In S308, the system control unit 50 determines whether or not an end of the shooting mode processing has been instructed. When it is determined that the end of the shooting mode processing is instructed, the shooting mode processing is ended, and otherwise, the process proceeds to S302. For example, in the case where the mode selector switch 60 is operated, that is, in the case where switching to another operation mode is instructed, the system control unit 50 determines that the end of the shooting mode processing has been instructed. In addition, in the case where the power switch 72 is operated, that is, in the case where it is instructed to turn off the power supply of the digital camera 100, the system control unit 50 determines that the end of the shooting mode processing is instructed.

In S309, the system control unit 50 determines whether the digital camera 100 is in a state of focusing, shooting, recording, or the like (non-shooting-standby state). The process proceeds to S310 in the non-shooting-standby state, and the process proceeds to S311 otherwise (in the shooting standby state).

For example, the system control unit 50 determines that focusing is being performed when detecting the first shutter switch signal SW1 from the shutter button 61, and determines that shooting is being performed when detecting the second shutter switch signal SW2. Furthermore, when detecting that the movie button 76 has been pressed, the system control unit 50 determines that recording is being performed until the movie button 76 is pressed again.

FIG. 5C illustrates a shooting screen in a state where the first shutter switch signal SW1 and the second shutter switch signal SW2 are detected (during focusing and shooting). When detecting the first shutter switch signal SW1, the system control unit 50 performs the AF processing so as to focus on the position of the detection frame 503 in FIG. 5B, and switches the detection frame 503 to an in-focus frame 504. Then, the system control unit 50 detects the second shutter switch signal SW2, performs shooting processing, and displays a shutter frame 505 along the edge of the shooting screen for a predetermined time. The user can also perform continuous shooting of still images by continuously pressing the shutter button 61. In this case, the system control unit 50 controls the display of the shutter frame 505 using the system timer 53 such that the display and non-display of the shutter frame 505 are repeated at a predetermined cycle. The in-focus frame 504 and the shutter frame 505 are types of display objects, are drawn in the drawing buffer in S305 or S315 described later, and are superimposed on the live view image in S306.

In S310, the system control unit 50 changes (reduces) the display frame rate. For example, the system control unit 50 performs a power-saving priority processing even when the smoothness priority is set. Note that the method of changing the display frame rate is not limited thereto, and for example, drawing commands notified at a predetermined frequency may be reduced at a constant rate.

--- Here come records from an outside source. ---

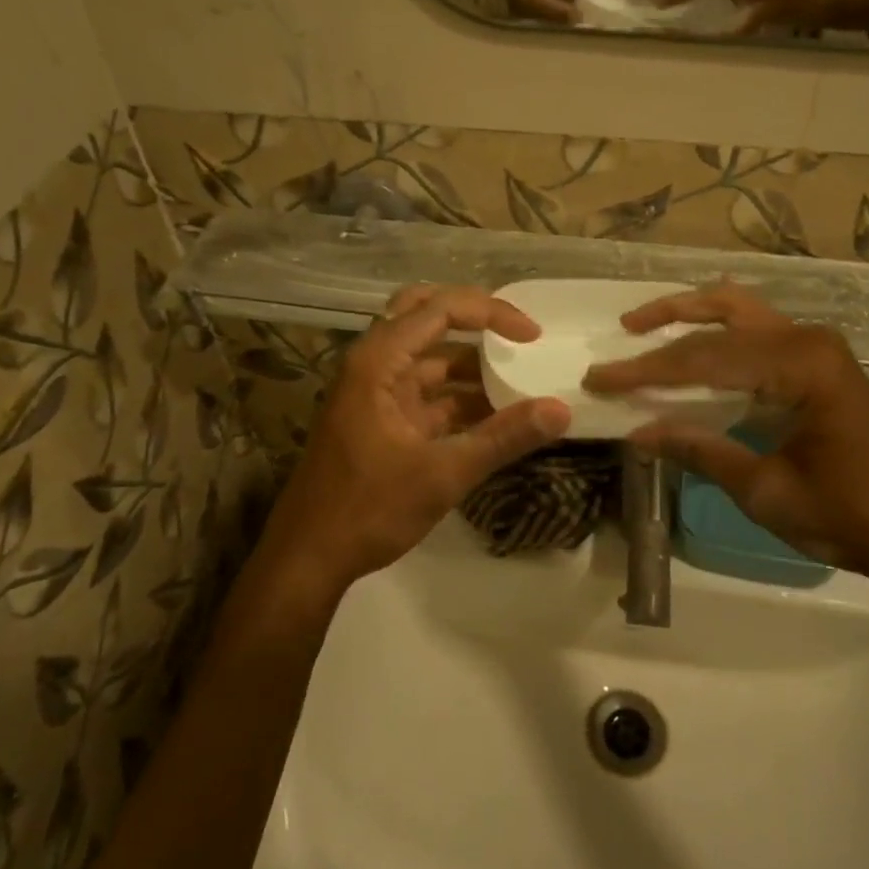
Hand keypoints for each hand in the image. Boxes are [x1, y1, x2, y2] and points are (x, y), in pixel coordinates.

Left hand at [264, 285, 571, 598]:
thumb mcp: (442, 474)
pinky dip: (458, 399)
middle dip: (473, 320)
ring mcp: (375, 394)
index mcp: (378, 361)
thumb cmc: (368, 509)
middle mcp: (374, 365)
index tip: (532, 335)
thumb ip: (502, 438)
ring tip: (518, 380)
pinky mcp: (381, 421)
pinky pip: (426, 394)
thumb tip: (560, 410)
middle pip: (425, 316)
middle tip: (516, 334)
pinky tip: (495, 417)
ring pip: (428, 359)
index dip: (490, 313)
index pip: (439, 309)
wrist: (308, 558)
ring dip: (469, 367)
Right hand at [581, 285, 868, 587]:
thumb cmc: (850, 517)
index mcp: (800, 365)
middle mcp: (808, 340)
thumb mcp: (765, 490)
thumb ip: (700, 451)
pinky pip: (758, 331)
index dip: (647, 370)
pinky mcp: (820, 363)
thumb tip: (638, 432)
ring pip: (743, 310)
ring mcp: (818, 347)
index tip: (600, 378)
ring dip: (694, 313)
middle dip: (666, 324)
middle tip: (623, 331)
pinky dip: (719, 332)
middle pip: (723, 316)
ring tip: (648, 324)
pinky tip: (696, 343)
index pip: (705, 359)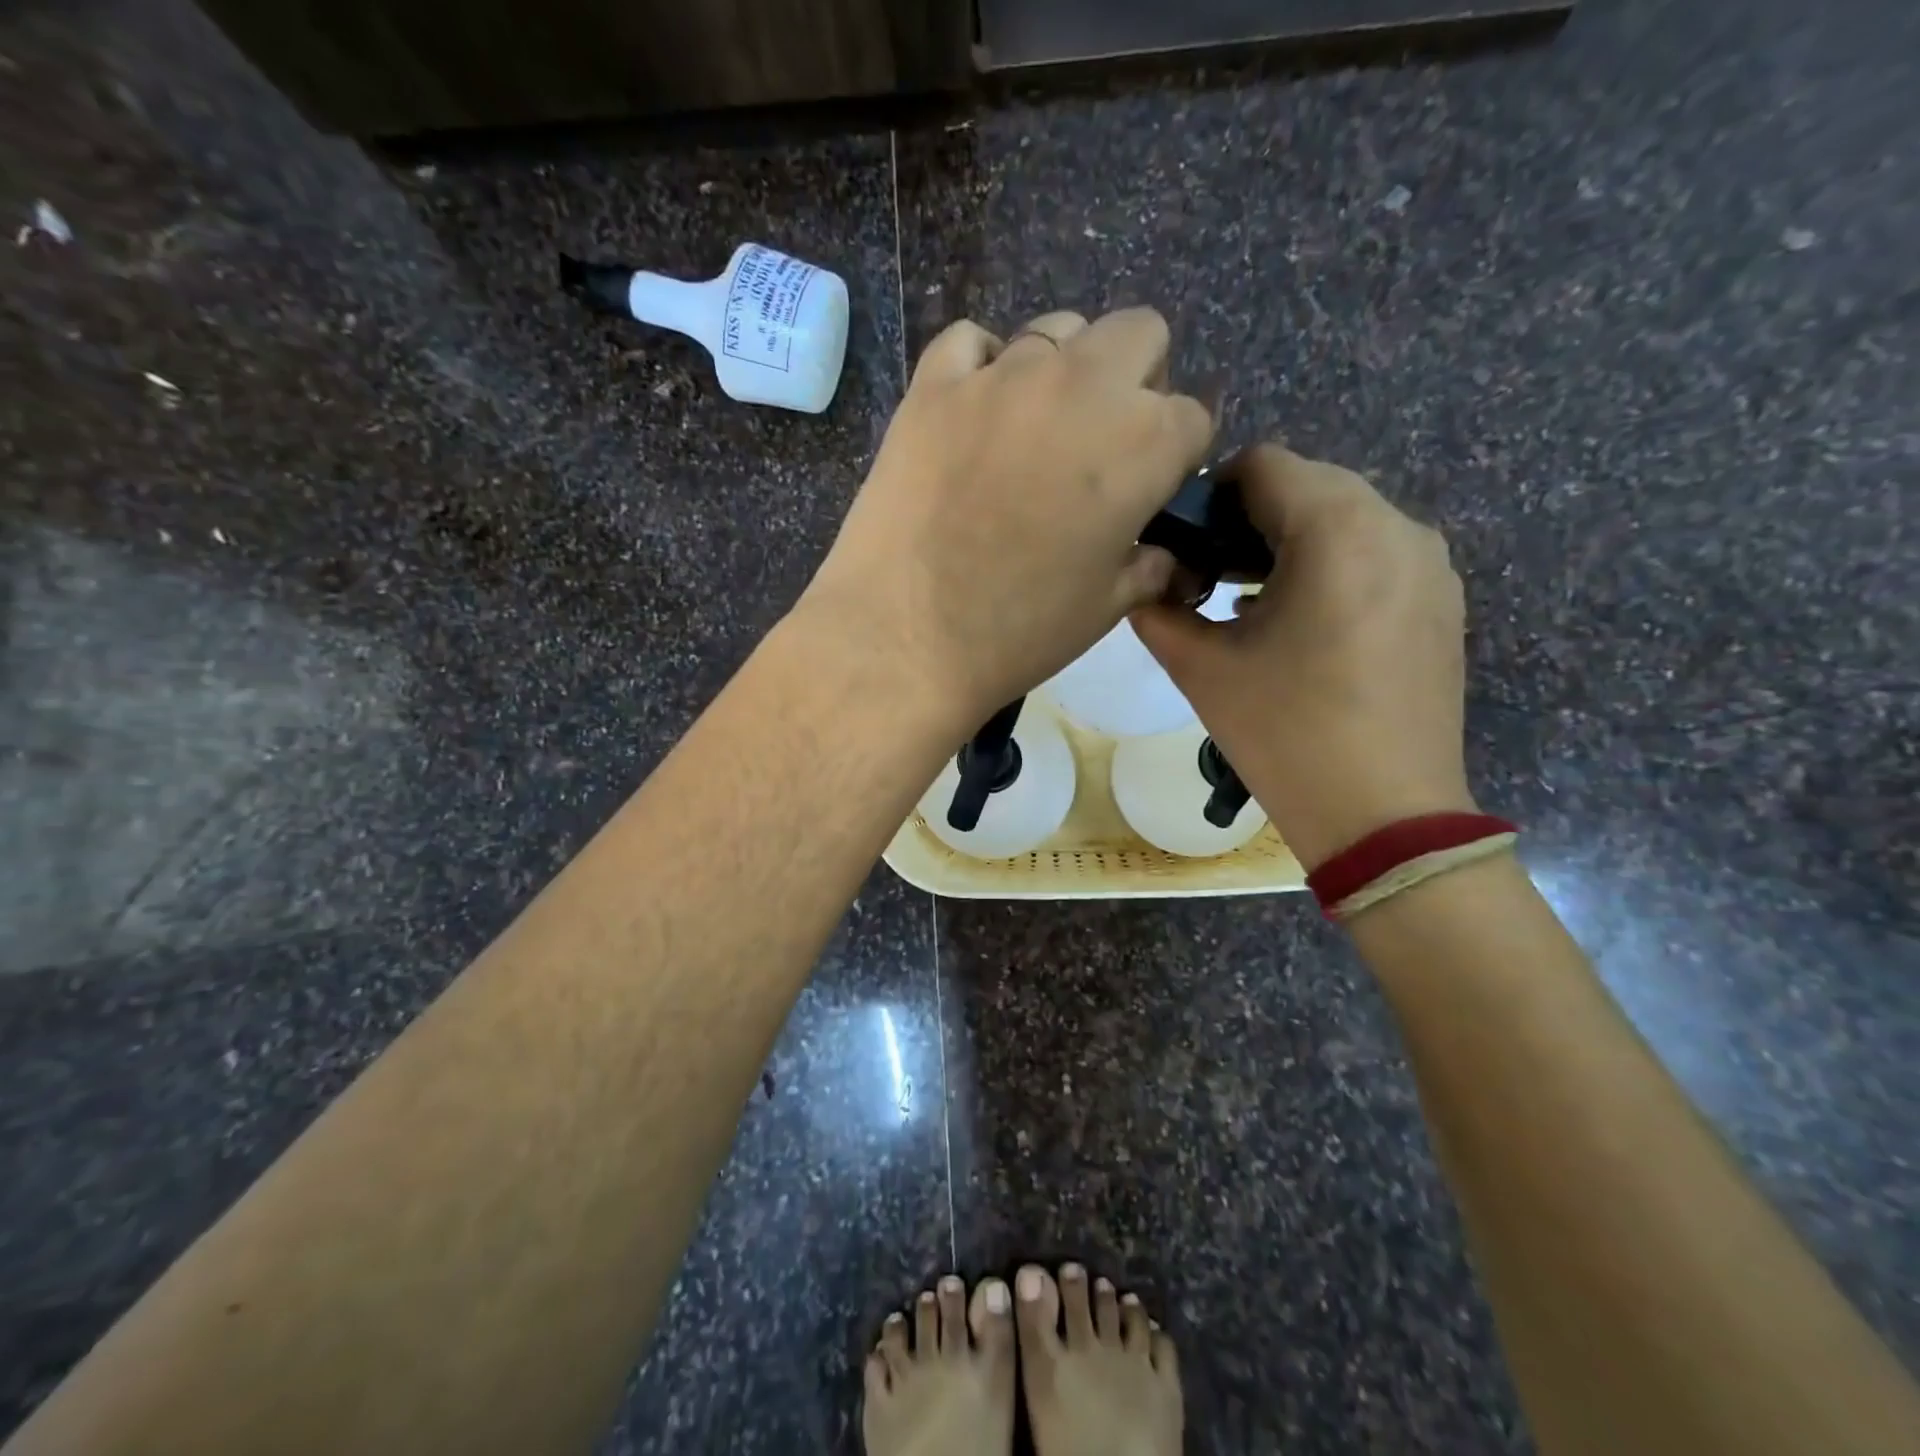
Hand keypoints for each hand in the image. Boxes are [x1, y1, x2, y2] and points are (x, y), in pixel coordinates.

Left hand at [798, 308, 1213, 733]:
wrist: (904, 638)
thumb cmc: (1017, 633)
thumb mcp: (1106, 608)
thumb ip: (1148, 565)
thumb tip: (1160, 553)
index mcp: (1142, 443)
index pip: (1192, 418)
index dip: (1175, 456)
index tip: (1149, 491)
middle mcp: (1082, 386)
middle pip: (1139, 335)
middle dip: (1137, 382)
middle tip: (1101, 446)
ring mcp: (1002, 376)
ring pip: (1057, 332)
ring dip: (1064, 372)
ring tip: (1033, 434)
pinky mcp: (933, 385)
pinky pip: (970, 341)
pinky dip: (982, 367)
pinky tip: (973, 414)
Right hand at [1132, 445, 1474, 869]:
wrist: (1384, 814)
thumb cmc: (1285, 734)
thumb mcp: (1200, 668)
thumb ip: (1157, 609)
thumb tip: (1144, 580)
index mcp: (1336, 529)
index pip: (1262, 465)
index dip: (1210, 494)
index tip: (1182, 544)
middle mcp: (1396, 525)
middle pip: (1308, 485)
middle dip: (1250, 519)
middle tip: (1208, 576)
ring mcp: (1430, 563)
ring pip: (1345, 518)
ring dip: (1289, 543)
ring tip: (1249, 602)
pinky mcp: (1442, 600)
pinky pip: (1376, 553)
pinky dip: (1330, 566)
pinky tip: (1299, 622)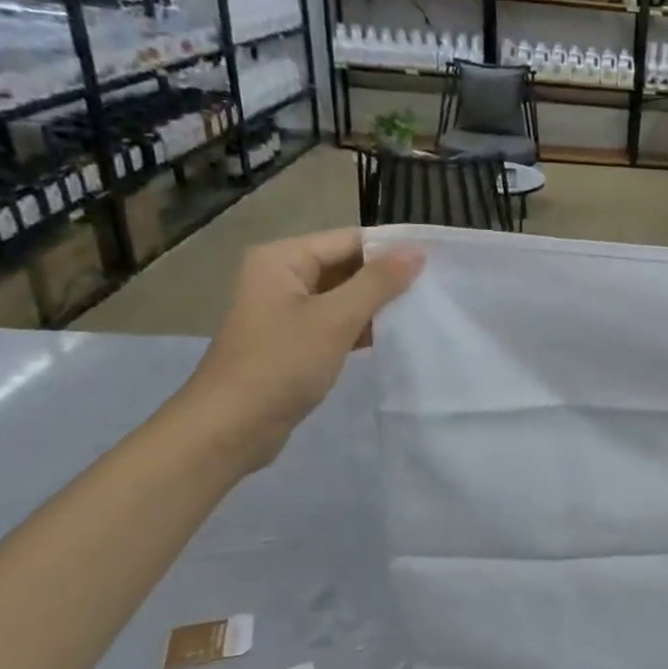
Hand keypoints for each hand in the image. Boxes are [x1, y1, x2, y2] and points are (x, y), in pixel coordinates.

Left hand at [178, 229, 422, 468]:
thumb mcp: (335, 319)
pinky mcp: (294, 340)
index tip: (437, 262)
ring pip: (343, 295)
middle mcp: (281, 276)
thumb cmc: (280, 365)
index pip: (349, 239)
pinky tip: (395, 335)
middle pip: (346, 265)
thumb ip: (378, 282)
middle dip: (387, 277)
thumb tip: (416, 251)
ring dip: (378, 304)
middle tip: (436, 288)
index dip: (392, 249)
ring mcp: (286, 310)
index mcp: (283, 259)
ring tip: (424, 309)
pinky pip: (336, 322)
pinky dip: (362, 326)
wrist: (230, 428)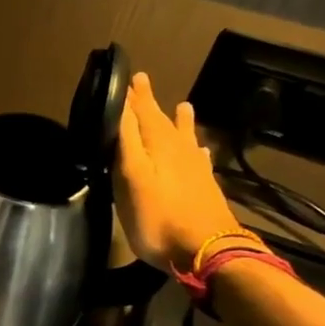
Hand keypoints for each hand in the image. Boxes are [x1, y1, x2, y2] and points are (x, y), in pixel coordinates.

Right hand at [114, 72, 241, 270]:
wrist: (206, 251)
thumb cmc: (158, 216)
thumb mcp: (131, 177)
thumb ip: (125, 141)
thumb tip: (118, 106)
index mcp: (158, 145)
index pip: (141, 112)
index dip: (133, 95)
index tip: (127, 74)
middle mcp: (178, 150)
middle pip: (162, 120)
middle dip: (150, 102)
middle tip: (142, 81)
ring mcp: (194, 169)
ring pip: (184, 137)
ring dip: (179, 121)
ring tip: (182, 105)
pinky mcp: (204, 187)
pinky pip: (199, 159)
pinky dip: (196, 150)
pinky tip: (200, 151)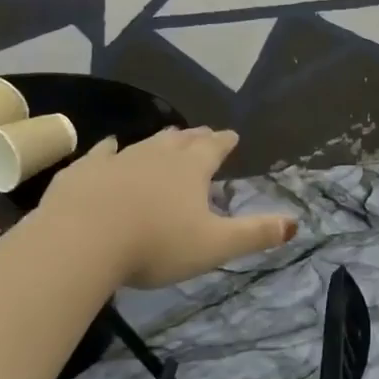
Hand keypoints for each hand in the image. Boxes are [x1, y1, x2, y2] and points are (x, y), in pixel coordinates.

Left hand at [37, 127, 295, 288]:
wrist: (83, 240)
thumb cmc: (156, 244)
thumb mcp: (215, 245)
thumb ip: (255, 234)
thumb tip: (295, 224)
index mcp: (191, 169)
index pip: (214, 148)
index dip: (224, 141)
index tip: (232, 136)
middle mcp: (157, 155)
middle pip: (181, 139)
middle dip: (195, 137)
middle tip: (203, 133)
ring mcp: (118, 159)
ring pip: (146, 142)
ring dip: (161, 140)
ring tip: (169, 136)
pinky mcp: (84, 171)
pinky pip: (102, 153)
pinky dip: (110, 148)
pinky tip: (110, 146)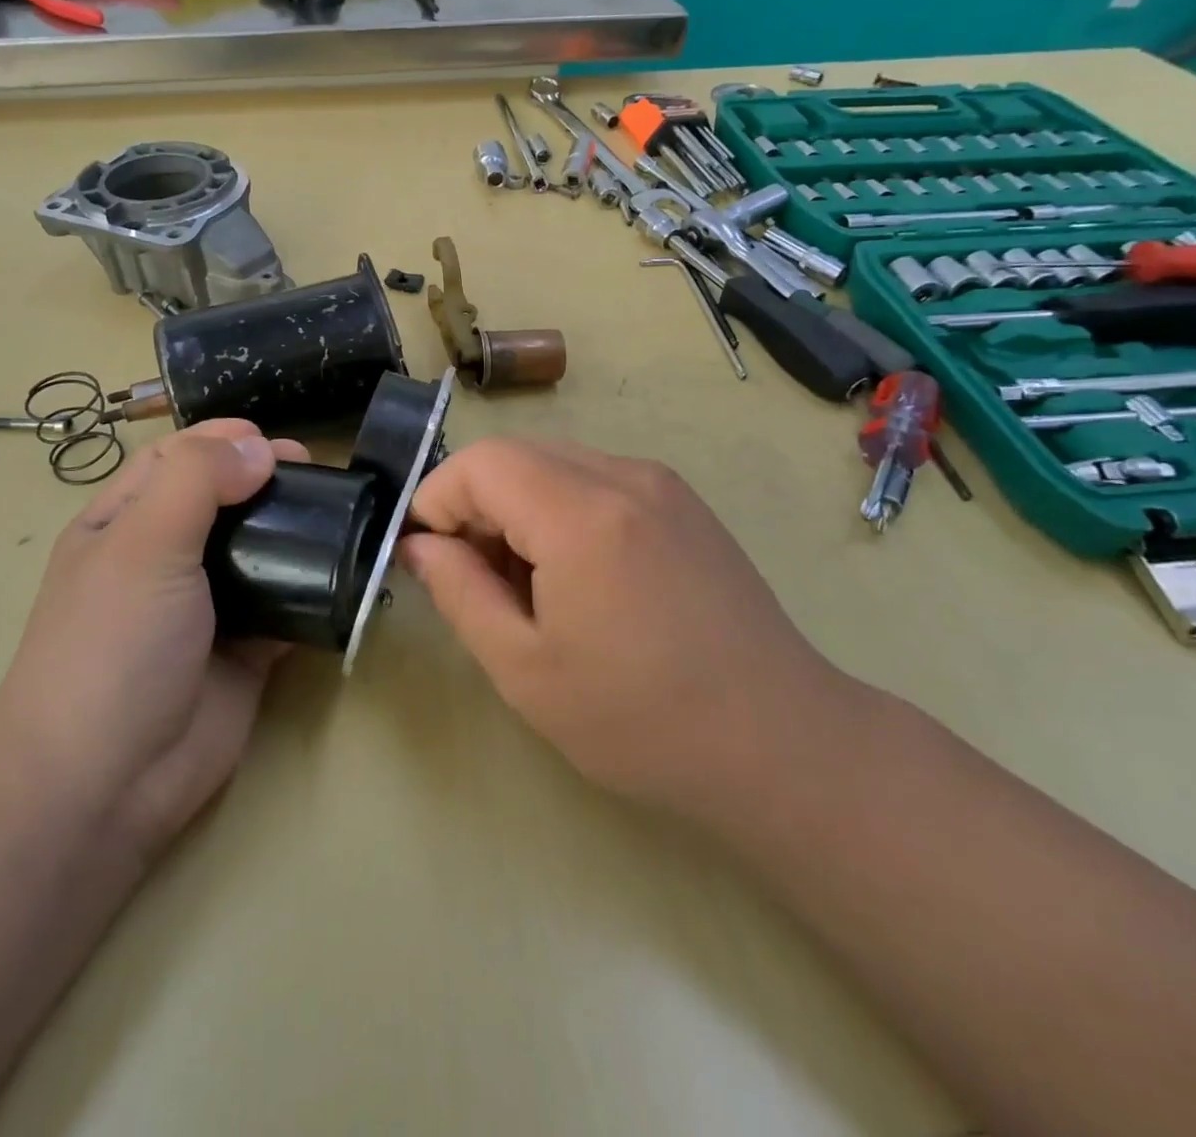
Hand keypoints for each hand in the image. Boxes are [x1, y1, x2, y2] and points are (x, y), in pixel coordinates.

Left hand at [0, 421, 307, 861]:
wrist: (108, 782)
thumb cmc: (112, 646)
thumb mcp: (142, 546)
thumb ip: (197, 483)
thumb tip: (258, 448)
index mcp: (123, 525)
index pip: (176, 460)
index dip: (223, 442)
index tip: (277, 443)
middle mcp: (164, 559)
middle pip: (224, 500)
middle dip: (267, 480)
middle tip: (317, 477)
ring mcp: (208, 607)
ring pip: (259, 551)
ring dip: (296, 531)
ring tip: (339, 518)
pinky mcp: (246, 649)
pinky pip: (287, 605)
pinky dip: (314, 590)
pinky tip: (345, 575)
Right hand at [400, 438, 856, 820]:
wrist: (778, 740)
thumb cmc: (639, 718)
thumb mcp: (523, 667)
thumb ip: (457, 590)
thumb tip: (418, 544)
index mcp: (581, 512)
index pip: (479, 463)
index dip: (437, 502)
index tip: (428, 560)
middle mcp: (624, 475)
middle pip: (516, 456)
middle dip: (475, 506)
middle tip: (475, 580)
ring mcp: (661, 483)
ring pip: (554, 465)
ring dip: (519, 509)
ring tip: (531, 587)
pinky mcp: (683, 502)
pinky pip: (596, 481)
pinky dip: (562, 511)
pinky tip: (580, 578)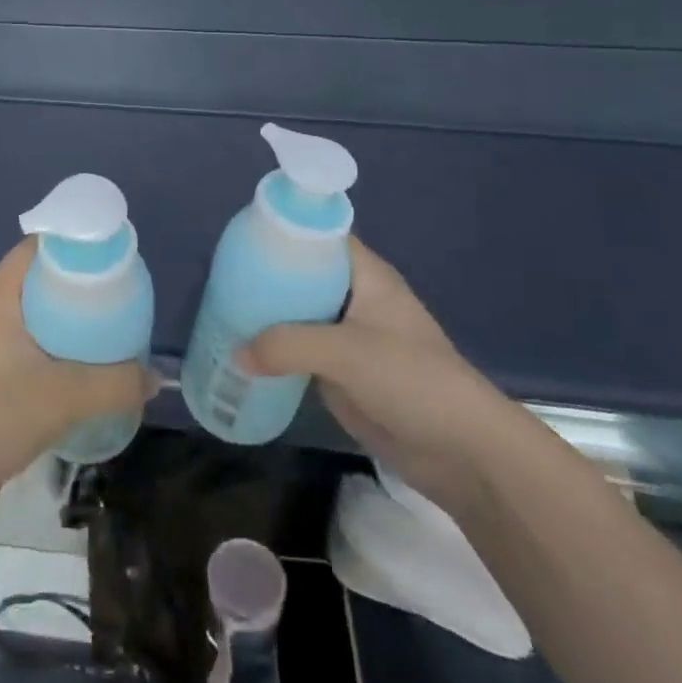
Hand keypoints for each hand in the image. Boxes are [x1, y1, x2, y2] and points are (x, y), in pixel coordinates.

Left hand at [0, 239, 153, 504]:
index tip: (115, 261)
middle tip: (121, 299)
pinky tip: (84, 365)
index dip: (77, 247)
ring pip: (36, 311)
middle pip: (41, 277)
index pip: (39, 246)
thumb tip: (155, 378)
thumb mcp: (65, 398)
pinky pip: (29, 339)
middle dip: (81, 285)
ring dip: (70, 318)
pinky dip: (56, 343)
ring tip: (110, 330)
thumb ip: (116, 384)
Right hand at [244, 236, 515, 510]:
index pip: (319, 235)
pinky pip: (299, 352)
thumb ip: (288, 345)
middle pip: (302, 275)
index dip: (284, 230)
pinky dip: (273, 351)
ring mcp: (346, 337)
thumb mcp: (346, 352)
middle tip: (221, 277)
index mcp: (365, 275)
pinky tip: (241, 352)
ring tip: (219, 310)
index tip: (241, 234)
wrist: (462, 452)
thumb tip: (236, 353)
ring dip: (265, 316)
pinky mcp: (341, 373)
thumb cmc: (412, 380)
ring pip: (297, 314)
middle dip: (264, 275)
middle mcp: (353, 298)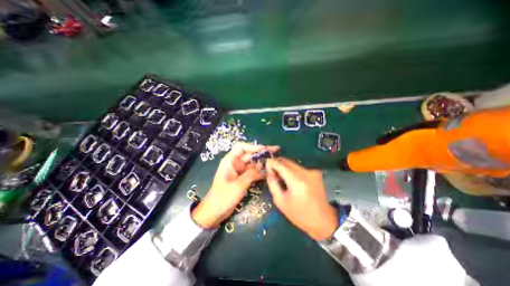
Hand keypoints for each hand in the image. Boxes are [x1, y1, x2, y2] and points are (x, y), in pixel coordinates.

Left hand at [192, 144, 280, 227]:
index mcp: (230, 160)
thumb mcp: (238, 185)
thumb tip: (262, 166)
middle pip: (249, 154)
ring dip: (262, 162)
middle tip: (275, 151)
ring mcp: (239, 171)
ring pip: (252, 163)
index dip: (254, 146)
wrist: (215, 211)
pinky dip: (259, 171)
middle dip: (261, 153)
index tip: (266, 149)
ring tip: (274, 162)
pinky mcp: (242, 178)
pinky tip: (268, 172)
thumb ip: (251, 174)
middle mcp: (235, 163)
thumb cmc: (223, 196)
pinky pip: (252, 171)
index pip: (242, 147)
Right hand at [265, 157, 337, 239]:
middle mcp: (305, 172)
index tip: (266, 163)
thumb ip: (272, 183)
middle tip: (271, 171)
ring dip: (284, 167)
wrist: (323, 220)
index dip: (271, 162)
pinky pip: (299, 168)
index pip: (280, 164)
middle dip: (277, 163)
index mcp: (296, 180)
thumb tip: (269, 170)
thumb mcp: (280, 201)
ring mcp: (312, 171)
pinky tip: (290, 179)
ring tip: (280, 176)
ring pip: (292, 163)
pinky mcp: (315, 172)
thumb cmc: (299, 214)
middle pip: (287, 161)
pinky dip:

In S311, the system control unit 50 determines whether the EVF 29 is used (whether the shooting screen is displayed on the EVF 29). When the EVF 29 is used, the process proceeds to S312, and otherwise, the process proceeds to S310. Note that, in S311, it may be determined whether or not a display unit having the highest resolution is used, or it may be determined whether or not a display unit having a resolution equal to or higher than a threshold value is used. Therefore, the determination target is not limited to a rear display or an EVF, but may be an externally connected monitor. Then, when the display unit having the highest resolution or the display unit having the resolution equal to or greater than the threshold value is used, the process may proceed to S312, and otherwise, the process may proceed to S310.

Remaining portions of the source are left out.